Sample: simpleZeroCopy (Python)

Description

This sample demonstrates zero-copy access using cuda.core to compile and launch a kernel, and cuda.bindings.runtime for mapped pinned host memory (cudaHostAlloc with cudaHostAllocMapped, cudaHostGetDevicePointer, and cudaFreeHost). The GPU loads and stores through device addresses that refer to that host memory—no cudaMemcpy in or out.

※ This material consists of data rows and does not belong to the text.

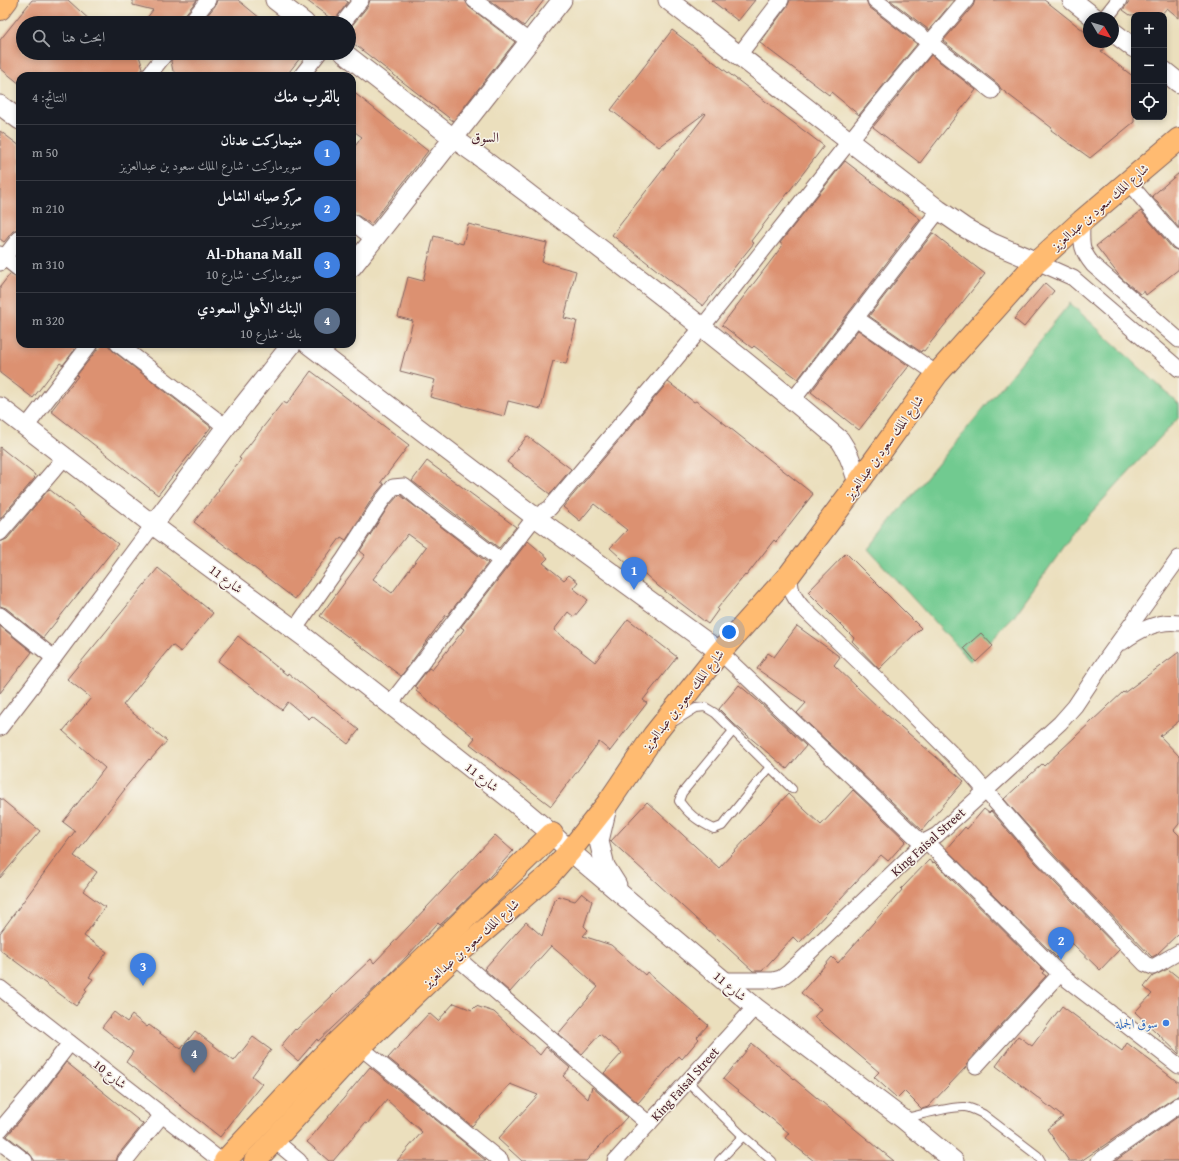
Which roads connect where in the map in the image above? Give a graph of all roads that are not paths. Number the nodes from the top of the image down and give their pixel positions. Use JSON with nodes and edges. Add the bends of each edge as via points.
{"nodes":[{"id":1,"x":7,"y":0,"type":"edge"},
{"id":2,"x":208,"y":0,"type":"edge"},
{"id":3,"x":275,"y":0,"type":"edge"},
{"id":4,"x":361,"y":0,"type":"edge"},
{"id":5,"x":474,"y":0,"type":"edge"},
{"id":6,"x":562,"y":0,"type":"edge"},
{"id":7,"x":781,"y":0,"type":"edge"},
{"id":8,"x":875,"y":0,"type":"edge"},
{"id":9,"x":966,"y":0,"type":"edge"},
{"id":10,"x":1072,"y":0,"type":"edge"},
{"id":11,"x":1119,"y":0,"type":"edge"},
{"id":12,"x":670,"y":1,"type":"edge"},
{"id":13,"x":0,"y":9,"type":"edge"},
{"id":14,"x":1087,"y":12,"type":"edge"},
{"id":15,"x":1110,"y":12,"type":"edge"},
{"id":16,"x":195,"y":16,"type":"edge"},
{"id":17,"x":296,"y":16,"type":"edge"},
{"id":18,"x":348,"y":16,"type":"edge"},
{"id":19,"x":1119,"y":37,"type":"edge"},
{"id":20,"x":530,"y":42,"type":"junction"},
{"id":21,"x":929,"y":43,"type":"junction"},
{"id":22,"x":1131,"y":46,"type":"edge"},
{"id":23,"x":739,"y":55,"type":"junction"},
{"id":24,"x":161,"y":60,"type":"edge"},
{"id":25,"x":314,"y":60,"type":"edge"},
{"id":26,"x":353,"y":60,"type":"edge"},
{"id":27,"x":151,"y":72,"type":"edge"},
{"id":28,"x":304,"y":72,"type":"edge"},
{"id":29,"x":1167,"y":74,"type":"edge"},
{"id":30,"x":1179,"y":83,"type":"edge"},
{"id":31,"x":992,"y":91,"type":"dead end"},
{"id":32,"x":0,"y":105,"type":"edge"},
{"id":33,"x":16,"y":117,"type":"edge"},
{"id":34,"x":453,"y":138,"type":"junction"},
{"id":35,"x":1179,"y":139,"type":"edge"},
{"id":36,"x":849,"y":141,"type":"junction"},
{"id":37,"x":1128,"y":182,"type":"junction"},
{"id":38,"x":939,"y":210,"type":"junction"},
{"id":39,"x":1082,"y":222,"type":"junction"},
{"id":40,"x":356,"y":225,"type":"edge"},
{"id":41,"x":374,"y":239,"type":"junction"},
{"id":42,"x":16,"y":241,"type":"edge"},
{"id":43,"x":1179,"y":242,"type":"edge"},
{"id":44,"x":1,"y":258,"type":"edge"},
{"id":45,"x":356,"y":262,"type":"edge"},
{"id":46,"x":1037,"y":262,"type":"junction"},
{"id":47,"x":16,"y":267,"type":"edge"},
{"id":48,"x":856,"y":318,"type":"junction"},
{"id":49,"x":702,"y":326,"type":"junction"},
{"id":50,"x":1179,"y":340,"type":"edge"},
{"id":51,"x":87,"y":348,"type":"edge"},
{"id":52,"x":123,"y":348,"type":"edge"},
{"id":53,"x":289,"y":348,"type":"edge"},
{"id":54,"x":313,"y":348,"type":"edge"},
{"id":55,"x":1179,"y":369,"type":"edge"},
{"id":56,"x":937,"y":374,"type":"junction"},
{"id":57,"x":793,"y":400,"type":"junction"},
{"id":58,"x":0,"y":407,"type":"edge"},
{"id":59,"x":26,"y":427,"type":"junction"},
{"id":60,"x":226,"y":427,"type":"junction"},
{"id":61,"x":65,"y":457,"type":"junction"},
{"id":62,"x":858,"y":484,"type":"junction"},
{"id":63,"x":535,"y":517,"type":"junction"},
{"id":64,"x":153,"y":525,"type":"junction"},
{"id":65,"x":0,"y":533,"type":"edge"},
{"id":66,"x":1179,"y":558,"type":"edge"},
{"id":67,"x":501,"y":561,"type":"junction"},
{"id":68,"x":790,"y":574,"type":"junction"},
{"id":69,"x":0,"y":615,"type":"edge"},
{"id":70,"x":1179,"y":623,"type":"edge"},
{"id":71,"x":294,"y":630,"type":"junction"},
{"id":72,"x":720,"y":652,"type":"junction"},
{"id":73,"x":54,"y":658,"type":"junction"},
{"id":74,"x":1107,"y":658,"type":"junction"},
{"id":75,"x":390,"y":704,"type":"junction"},
{"id":76,"x":0,"y":728,"type":"edge"},
{"id":77,"x":733,"y":731,"type":"junction"},
{"id":78,"x":654,"y":735,"type":"junction"},
{"id":79,"x":770,"y":767,"type":"junction"},
{"id":80,"x":792,"y":789,"type":"dead end"},
{"id":81,"x":986,"y":790,"type":"junction"},
{"id":82,"x":608,"y":803,"type":"junction"},
{"id":83,"x":552,"y":834,"type":"junction"},
{"id":84,"x":925,"y":842,"type":"junction"},
{"id":85,"x":570,"y":851,"type":"junction"},
{"id":86,"x":624,"y":897,"type":"junction"},
{"id":87,"x":1179,"y":952,"type":"edge"},
{"id":88,"x":455,"y":956,"type":"junction"},
{"id":89,"x":1060,"y":974,"type":"junction"},
{"id":90,"x":723,"y":980,"type":"junction"},
{"id":91,"x":0,"y":988,"type":"edge"},
{"id":92,"x":755,"y":1007,"type":"junction"},
{"id":93,"x":70,"y":1043,"type":"junction"},
{"id":94,"x":360,"y":1047,"type":"junction"},
{"id":95,"x":976,"y":1066,"type":"dead end"},
{"id":96,"x":1179,"y":1066,"type":"edge"},
{"id":97,"x":688,"y":1082,"type":"junction"},
{"id":98,"x":1179,"y":1105,"type":"edge"},
{"id":99,"x":162,"y":1115,"type":"junction"},
{"id":100,"x":903,"y":1119,"type":"junction"},
{"id":101,"x":649,"y":1124,"type":"junction"},
{"id":102,"x":0,"y":1130,"type":"edge"},
{"id":103,"x":743,"y":1136,"type":"junction"},
{"id":104,"x":274,"y":1140,"type":"junction"},
{"id":105,"x":0,"y":1142,"type":"edge"},
{"id":106,"x":946,"y":1158,"type":"edge"},
{"id":107,"x":25,"y":1161,"type":"edge"},
{"id":108,"x":126,"y":1161,"type":"edge"},
{"id":109,"x":221,"y":1161,"type":"edge"},
{"id":110,"x":225,"y":1161,"type":"edge"},
{"id":111,"x":254,"y":1161,"type":"edge"},
{"id":112,"x":299,"y":1161,"type":"edge"},
{"id":113,"x":501,"y":1161,"type":"edge"},
{"id":114,"x":615,"y":1161,"type":"edge"},
{"id":115,"x":719,"y":1161,"type":"edge"},
{"id":116,"x":772,"y":1161,"type":"edge"},
{"id":117,"x":1041,"y":1161,"type":"edge"},
{"id":118,"x":1099,"y":1161,"type":"edge"}],
"edges":[{"from":1,"to":13,"type":"main road"},
{"from":2,"to":16,"type":"street"},
{"from":3,"to":17,"type":"street"},
{"from":4,"to":18,"type":"street"},
{"from":5,"to":20,"type":"street"},
{"from":6,"to":20,"type":"street"},
{"from":7,"to":23,"type":"street"},
{"from":8,"to":21,"type":"street"},
{"from":9,"to":21,"type":"street"},
{"from":10,"to":14,"type":"street"},
{"from":11,"to":15,"type":"street"},
{"from":12,"to":23,"type":"street"},
{"from":19,"to":22,"type":"street"},
{"from":20,"to":34,"type":"street"},
{"from":21,"to":31,"type":"street"},
{"from":21,"to":36,"type":"street"},
{"from":23,"to":36,"type":"street"},
{"from":24,"to":27,"type":"street"},
{"from":25,"to":28,"type":"street"},
{"from":26,"to":34,"type":"street"},
{"from":29,"to":30,"type":"street"},
{"from":32,"to":33,"type":"street"},
{"from":34,"to":41,"type":"street"},
{"from":34,"to":49,"type":"street"},
{"from":35,"to":37,"type":"main road","name":"شارع الملك سعود بن عبدالعزيز"},
{"from":36,"to":38,"type":"street"},
{"from":36,"to":49,"type":"street"},
{"from":37,"to":39,"type":"main road","name":"شارع الملك سعود بن عبدالعزيز"},
{"from":37,"to":43,"type":"street"},
{"from":38,"to":46,"type":"street","via":[[992,243]]},
{"from":38,"to":48,"type":"street"},
{"from":39,"to":46,"type":"main road","name":"شارع الملك سعود بن عبدالعزيز"},
{"from":39,"to":50,"type":"street","via":[[1083,251],[1087,257]]},
{"from":40,"to":41,"type":"street"},
{"from":41,"to":45,"type":"street"},
{"from":42,"to":44,"type":"street"},
{"from":44,"to":47,"type":"street"},
{"from":46,"to":55,"type":"street","via":[[1073,278]]},
{"from":46,"to":56,"type":"main road","name":"شارع الملك سعود بن عبدالعزيز"},
{"from":48,"to":56,"type":"street"},
{"from":48,"to":57,"type":"street"},
{"from":49,"to":57,"type":"street"},
{"from":49,"to":63,"type":"street","via":[[550,508]]},
{"from":51,"to":59,"type":"street"},
{"from":52,"to":60,"type":"street"},
{"from":53,"to":60,"type":"street"},
{"from":54,"to":63,"type":"street"},
{"from":56,"to":62,"type":"main road","name":"شارع الملك سعود بن عبدالعزيز"},
{"from":57,"to":62,"type":"street","via":[[840,440],[851,459]]},
{"from":58,"to":59,"type":"street","name":"شارع 11"},
{"from":59,"to":61,"type":"street","name":"شارع 11"},
{"from":60,"to":64,"type":"street"},
{"from":61,"to":64,"type":"street","name":"شارع 11"},
{"from":61,"to":65,"type":"street"},
{"from":62,"to":68,"type":"main road","name":"شارع الملك سعود بن عبدالعزيز"},
{"from":63,"to":67,"type":"street"},
{"from":63,"to":72,"type":"street"},
{"from":64,"to":71,"type":"street","name":"شارع 11"},
{"from":64,"to":73,"type":"street"},
{"from":66,"to":74,"type":"street"},
{"from":67,"to":71,"type":"street","via":[[404,486],[393,487]]},
{"from":67,"to":75,"type":"street"},
{"from":68,"to":72,"type":"main road","name":"شارع الملك سعود بن عبدالعزيز"},
{"from":68,"to":81,"type":"street","via":[[790,588],[802,607],[899,700]]},
{"from":69,"to":73,"type":"street"},
{"from":70,"to":74,"type":"street","via":[[1143,628]]},
{"from":71,"to":75,"type":"street","name":"شارع 11"},
{"from":72,"to":78,"type":"main road","name":"شارع الملك سعود بن عبدالعزيز"},
{"from":72,"to":84,"type":"street"},
{"from":73,"to":76,"type":"street"},
{"from":74,"to":81,"type":"street","name":"King Faisal Street","via":[[1060,724]]},
{"from":75,"to":83,"type":"street","name":"شارع 11"},
{"from":77,"to":78,"type":"lane","via":[[705,707],[696,708]]},
{"from":77,"to":79,"type":"lane"},
{"from":77,"to":79,"type":"lane","via":[[682,793],[680,801],[684,808],[714,829],[722,826]]},
{"from":78,"to":82,"type":"main road","name":"شارع الملك سعود بن عبدالعزيز"},
{"from":79,"to":80,"type":"lane"},
{"from":81,"to":84,"type":"street","name":"King Faisal Street","via":[[937,835]]},
{"from":81,"to":87,"type":"street","via":[[1043,857],[1145,964],[1153,967]]},
{"from":82,"to":85,"type":"main road","name":"شارع الملك سعود بن عبدالعزيز"},
{"from":82,"to":86,"type":"street","via":[[599,841],[605,866]]},
{"from":83,"to":85,"type":"street","name":"شارع 11"},
{"from":83,"to":110,"type":"main road","name":"شارع الملك سعود بن عبدالعزيز","via":[[322,1057]]},
{"from":84,"to":89,"type":"street"},
{"from":84,"to":90,"type":"street","name":"King Faisal Street","via":[[781,978]]},
{"from":85,"to":86,"type":"street","name":"شارع 11"},
{"from":85,"to":88,"type":"main road","name":"شارع الملك سعود بن عبدالعزيز","via":[[549,875]]},
{"from":86,"to":90,"type":"street","name":"شارع 11"},
{"from":88,"to":94,"type":"main road","name":"شارع الملك سعود بن عبدالعزيز"},
{"from":88,"to":101,"type":"street"},
{"from":89,"to":95,"type":"street"},
{"from":89,"to":96,"type":"street"},
{"from":90,"to":92,"type":"street","name":"شارع 11"},
{"from":91,"to":93,"type":"street","name":"شارع 10"},
{"from":92,"to":97,"type":"street","name":"King Faisal Street"},
{"from":92,"to":100,"type":"street","name":"شارع 11"},
{"from":93,"to":99,"type":"street","name":"شارع 10"},
{"from":93,"to":102,"type":"street"},
{"from":94,"to":104,"type":"main road","name":"شارع الملك سعود بن عبدالعزيز"},
{"from":94,"to":113,"type":"street"},
{"from":97,"to":101,"type":"street","name":"King Faisal Street"},
{"from":97,"to":103,"type":"lane"},
{"from":98,"to":118,"type":"street"},
{"from":99,"to":108,"type":"street"},
{"from":99,"to":109,"type":"street","name":"شارع 10"},
{"from":100,"to":106,"type":"street","name":"شارع 11"},
{"from":100,"to":117,"type":"lane","via":[[953,1108],[973,1108],[1038,1156]]},
{"from":101,"to":114,"type":"street","name":"King Faisal Street"},
{"from":103,"to":115,"type":"lane"},
{"from":103,"to":116,"type":"lane"},
{"from":104,"to":111,"type":"main road","name":"شارع الملك سعود بن عبدالعزيز"},
{"from":104,"to":112,"type":"street"},
{"from":105,"to":107,"type":"street"}]}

The example is vector add with inputs and output as NumPy views of the host side of those buffers.

What you will learn

How to allocate mapped pinned host memory with cudaHostAlloc (via cuda.bindings.runtime) so the GPU can use cudaHostGetDevicePointer addresses in a kernel
How cuda.core.PinnedMemoryResource differs (staging/copies; not guaranteed to be cudaHostAllocMapped for direct kernel access)
How to build NumPy views of host addresses with ctypes and numpy.frombuffer
How to launch CUDA kernels with cuda.core’s Program and launch, passing device pointers for mapped buffers
When zero-copy is beneficial vs. device memory with explicit transfers
How to validate results on the host without a D2H memcpy

Key libraries

numpy – CPU arrays and reference computation
cuda-core – Device, stream, Program, LaunchConfig, launch
cuda-python (cuda.bindings.runtime) – cudaHostAlloc / cudaHostGetDevicePointer / cudaFreeHost for mapped host memory

Key APIs

From cuda.core: Device, device.create_stream(), Program, ProgramOptions, LaunchConfig, launch

From cuda.bindings.runtime: cudaHostAlloc (with cudaHostAllocMapped | cudaHostAllocPortable), cudaHostGetDevicePointer, cudaFreeHost

From the standard library: ctypes – wrap host pointers for numpy.frombuffer float32 views

Memory management: Free host memory with cudaFreeHost in a finally block; call stream.close() when done.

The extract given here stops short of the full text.